PROVIDED MATERIAL Block Start
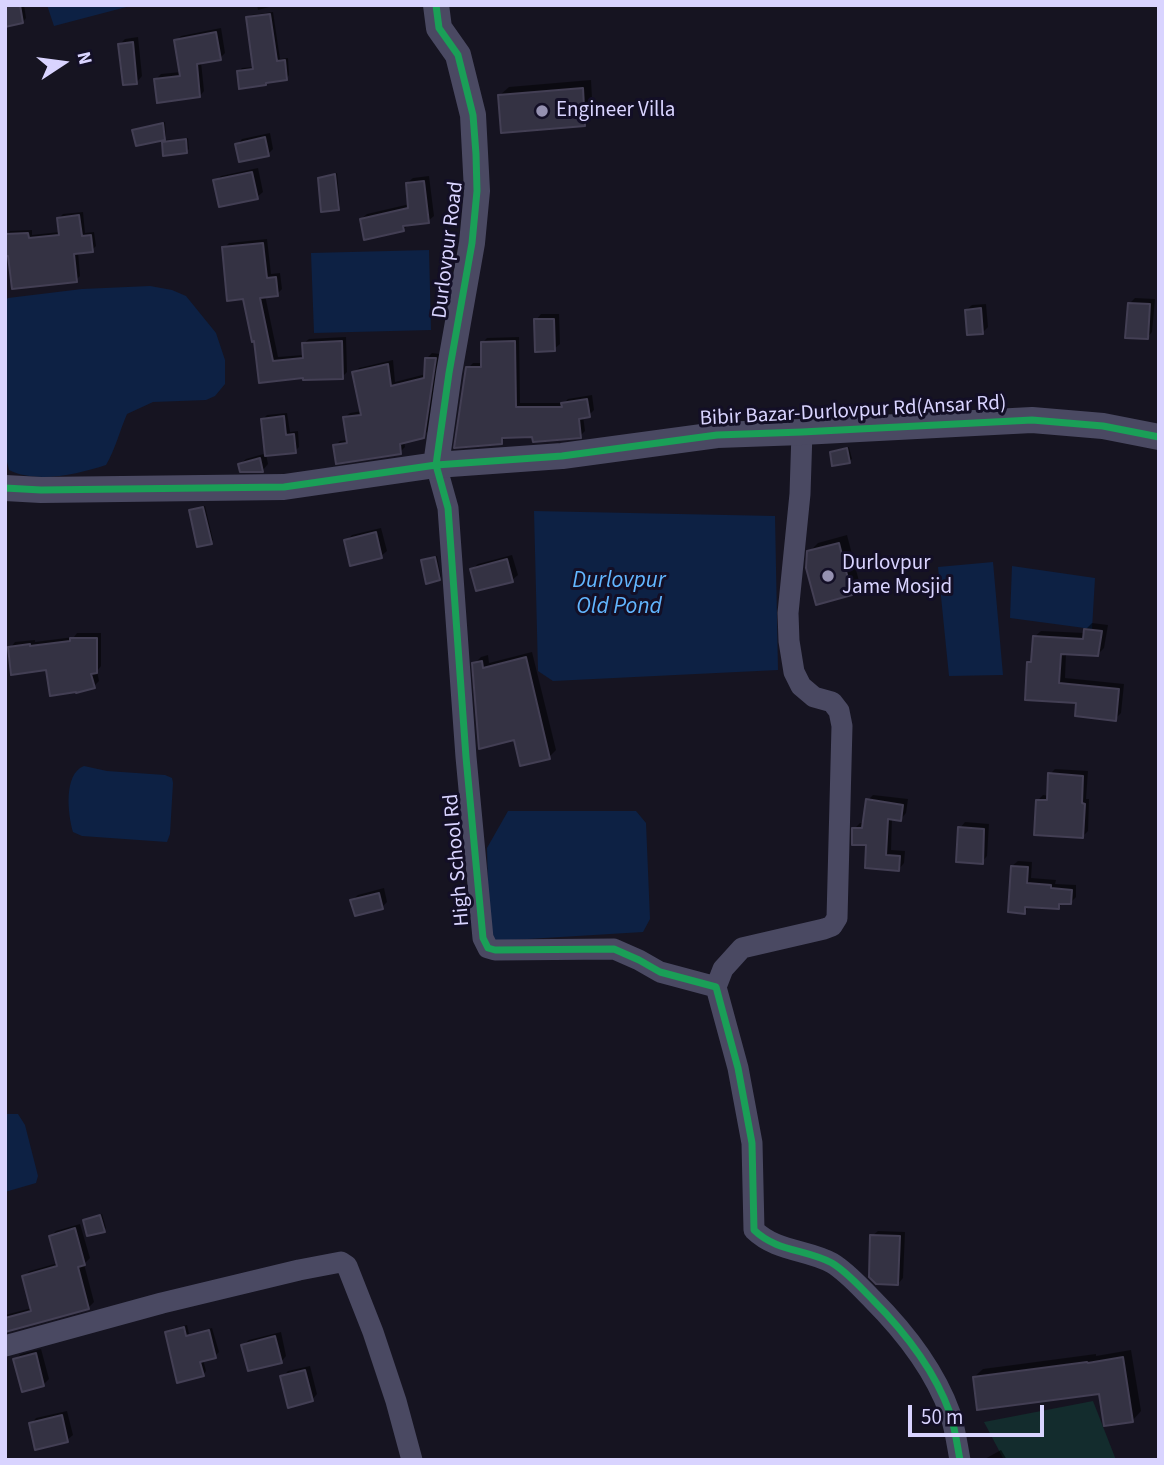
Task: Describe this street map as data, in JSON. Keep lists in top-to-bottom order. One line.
{"streets":{"street":["Durlovpur Road","Bibir Bazar-Durlovpur Rd(Ansar Rd)","High School Rd"]},"crossings":[["Durlovpur Road","Bibir Bazar-Durlovpur Rd(Ansar Rd)"],["Durlovpur Road","High School Rd"],["Bibir Bazar-Durlovpur Rd(Ansar Rd)","High School Rd"]],"water":["Durlovpur Old Pond"],"places":["Engineer Villa","Durlovpur Jame Mosjid"],"scale_bar":"50 m","north":"right"}
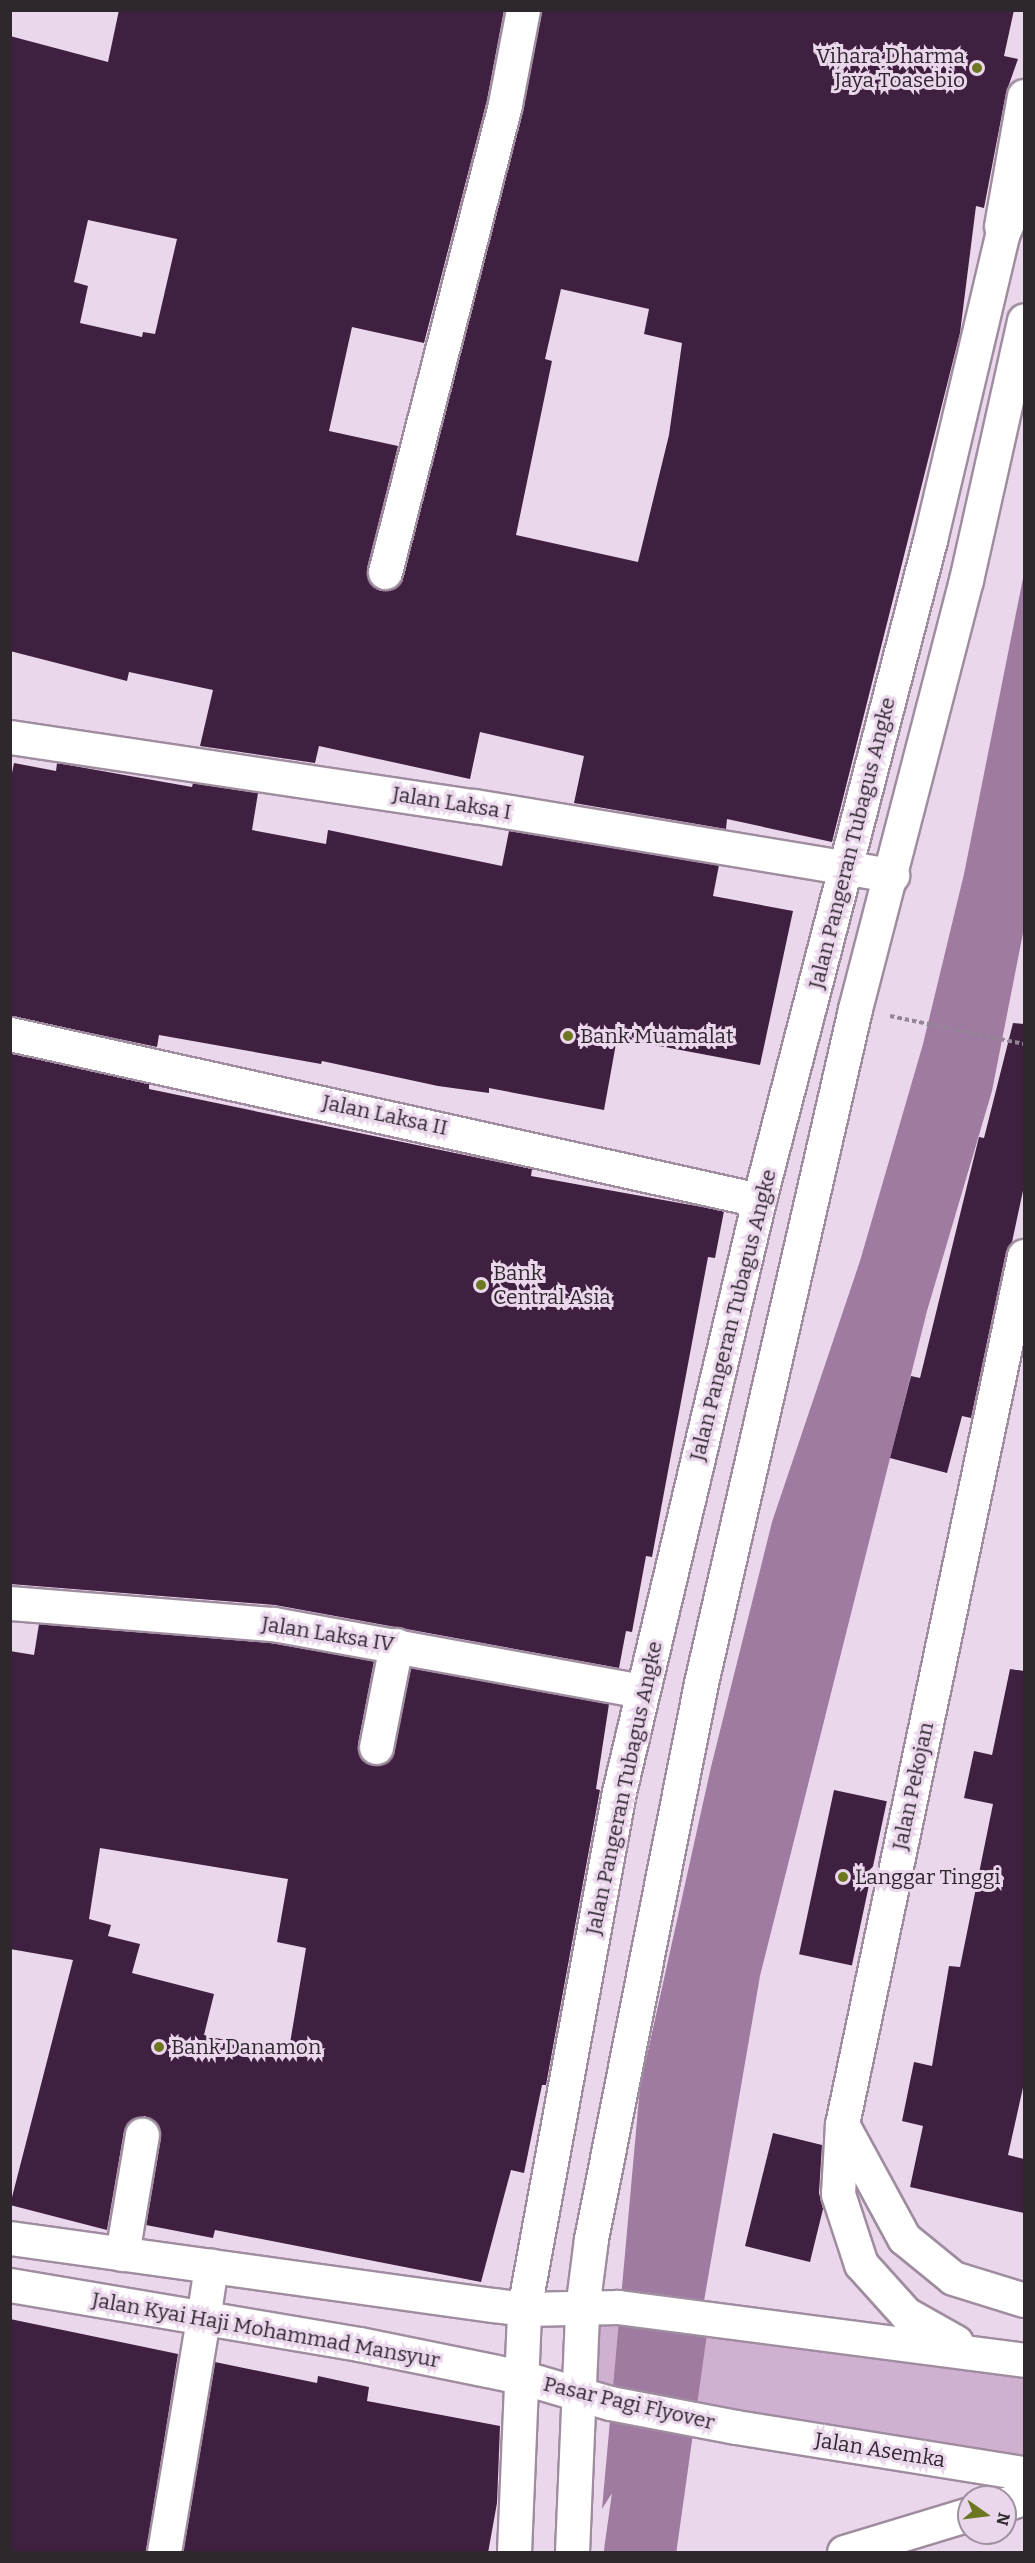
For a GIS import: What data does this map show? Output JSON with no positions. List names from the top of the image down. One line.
{"streets":{"main road":["Jalan Laksa I","Jalan Pangeran Tubagus Angke","Jalan Laksa II","Jalan Laksa IV","Jalan Pekojan","Jalan Kyai Haji Mohammad Mansyur","Pasar Pagi Flyover","Jalan Asemka"]},"crossings":[["Jalan Laksa I","Jalan Pangeran Tubagus Angke"],["Jalan Pangeran Tubagus Angke","Jalan Laksa II"],["Jalan Pangeran Tubagus Angke","Jalan Laksa IV"],["Jalan Pangeran Tubagus Angke","Jalan Kyai Haji Mohammad Mansyur"],["Jalan Pangeran Tubagus Angke","Pasar Pagi Flyover"],["Jalan Kyai Haji Mohammad Mansyur","Pasar Pagi Flyover"],["Pasar Pagi Flyover","Jalan Asemka"]],"places":["Vihara Dharma Jaya Toasebio","Bank Muamalat","Bank Central Asia","Langgar Tinggi","Bank Danamon"],"north":"right"}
PROVIDED MATERIAL Block End
WHAT TO WORK ON.
The reply should contain every line of the material exactly, and no images.

TASK ANSWER.
Task: Describe this street map as data, in JSON. Keep lists in top-to-bottom order. One line.
{"streets":{"street":["Durlovpur Road","Bibir Bazar-Durlovpur Rd(Ansar Rd)","High School Rd"]},"crossings":[["Durlovpur Road","Bibir Bazar-Durlovpur Rd(Ansar Rd)"],["Durlovpur Road","High School Rd"],["Bibir Bazar-Durlovpur Rd(Ansar Rd)","High School Rd"]],"water":["Durlovpur Old Pond"],"places":["Engineer Villa","Durlovpur Jame Mosjid"],"scale_bar":"50 m","north":"right"}
For a GIS import: What data does this map show? Output JSON with no positions. List names from the top of the image down. One line.
{"streets":{"main road":["Jalan Laksa I","Jalan Pangeran Tubagus Angke","Jalan Laksa II","Jalan Laksa IV","Jalan Pekojan","Jalan Kyai Haji Mohammad Mansyur","Pasar Pagi Flyover","Jalan Asemka"]},"crossings":[["Jalan Laksa I","Jalan Pangeran Tubagus Angke"],["Jalan Pangeran Tubagus Angke","Jalan Laksa II"],["Jalan Pangeran Tubagus Angke","Jalan Laksa IV"],["Jalan Pangeran Tubagus Angke","Jalan Kyai Haji Mohammad Mansyur"],["Jalan Pangeran Tubagus Angke","Pasar Pagi Flyover"],["Jalan Kyai Haji Mohammad Mansyur","Pasar Pagi Flyover"],["Pasar Pagi Flyover","Jalan Asemka"]],"places":["Vihara Dharma Jaya Toasebio","Bank Muamalat","Bank Central Asia","Langgar Tinggi","Bank Danamon"],"north":"right"}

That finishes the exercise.